▸ **About this exercise**: Please state the number of lines in the records below that contain the string "main", and nothing further.

*-*-*

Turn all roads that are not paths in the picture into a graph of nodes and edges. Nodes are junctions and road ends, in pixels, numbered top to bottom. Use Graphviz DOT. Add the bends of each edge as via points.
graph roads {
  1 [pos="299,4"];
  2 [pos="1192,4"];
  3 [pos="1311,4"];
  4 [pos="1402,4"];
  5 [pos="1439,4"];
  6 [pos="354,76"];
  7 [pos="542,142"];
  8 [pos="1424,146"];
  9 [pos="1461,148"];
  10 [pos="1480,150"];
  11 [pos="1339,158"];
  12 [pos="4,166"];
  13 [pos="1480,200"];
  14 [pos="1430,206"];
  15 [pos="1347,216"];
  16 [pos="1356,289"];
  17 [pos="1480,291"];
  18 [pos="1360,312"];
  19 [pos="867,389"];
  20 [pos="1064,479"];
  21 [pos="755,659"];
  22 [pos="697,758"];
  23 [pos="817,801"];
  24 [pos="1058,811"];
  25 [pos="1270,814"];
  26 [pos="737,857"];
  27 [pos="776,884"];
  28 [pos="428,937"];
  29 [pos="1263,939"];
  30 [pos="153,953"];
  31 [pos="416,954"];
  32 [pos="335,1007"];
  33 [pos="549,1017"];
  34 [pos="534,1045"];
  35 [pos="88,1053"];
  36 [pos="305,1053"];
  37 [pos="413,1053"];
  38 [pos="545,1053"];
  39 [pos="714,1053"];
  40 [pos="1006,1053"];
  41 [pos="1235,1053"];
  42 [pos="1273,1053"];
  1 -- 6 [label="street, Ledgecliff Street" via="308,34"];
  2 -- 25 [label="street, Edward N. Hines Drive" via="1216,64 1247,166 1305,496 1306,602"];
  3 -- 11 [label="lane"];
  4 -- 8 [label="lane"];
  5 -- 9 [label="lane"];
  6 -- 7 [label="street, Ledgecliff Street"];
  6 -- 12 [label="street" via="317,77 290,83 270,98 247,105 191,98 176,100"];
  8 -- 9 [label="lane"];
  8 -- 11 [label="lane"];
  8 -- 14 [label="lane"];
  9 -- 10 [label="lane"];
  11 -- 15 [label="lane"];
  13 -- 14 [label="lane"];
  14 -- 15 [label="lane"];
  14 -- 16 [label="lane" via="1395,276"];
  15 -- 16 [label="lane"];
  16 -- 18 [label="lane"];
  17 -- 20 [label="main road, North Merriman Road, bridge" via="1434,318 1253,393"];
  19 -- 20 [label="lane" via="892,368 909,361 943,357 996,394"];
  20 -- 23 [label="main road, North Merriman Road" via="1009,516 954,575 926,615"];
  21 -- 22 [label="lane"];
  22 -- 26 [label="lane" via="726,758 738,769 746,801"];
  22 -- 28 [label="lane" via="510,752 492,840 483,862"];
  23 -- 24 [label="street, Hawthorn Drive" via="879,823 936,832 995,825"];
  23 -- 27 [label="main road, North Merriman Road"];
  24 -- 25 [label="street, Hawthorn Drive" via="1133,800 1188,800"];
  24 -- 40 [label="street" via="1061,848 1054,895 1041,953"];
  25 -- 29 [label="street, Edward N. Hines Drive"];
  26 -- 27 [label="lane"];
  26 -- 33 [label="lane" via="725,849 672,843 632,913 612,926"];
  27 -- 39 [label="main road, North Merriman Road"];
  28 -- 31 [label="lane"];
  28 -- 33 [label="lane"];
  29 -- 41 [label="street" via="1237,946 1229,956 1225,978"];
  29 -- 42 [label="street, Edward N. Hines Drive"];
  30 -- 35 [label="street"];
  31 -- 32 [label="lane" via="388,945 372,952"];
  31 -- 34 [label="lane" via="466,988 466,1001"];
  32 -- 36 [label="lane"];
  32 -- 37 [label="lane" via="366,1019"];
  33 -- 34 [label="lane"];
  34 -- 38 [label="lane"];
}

*-*-*

▸ **Completed exercise**: 4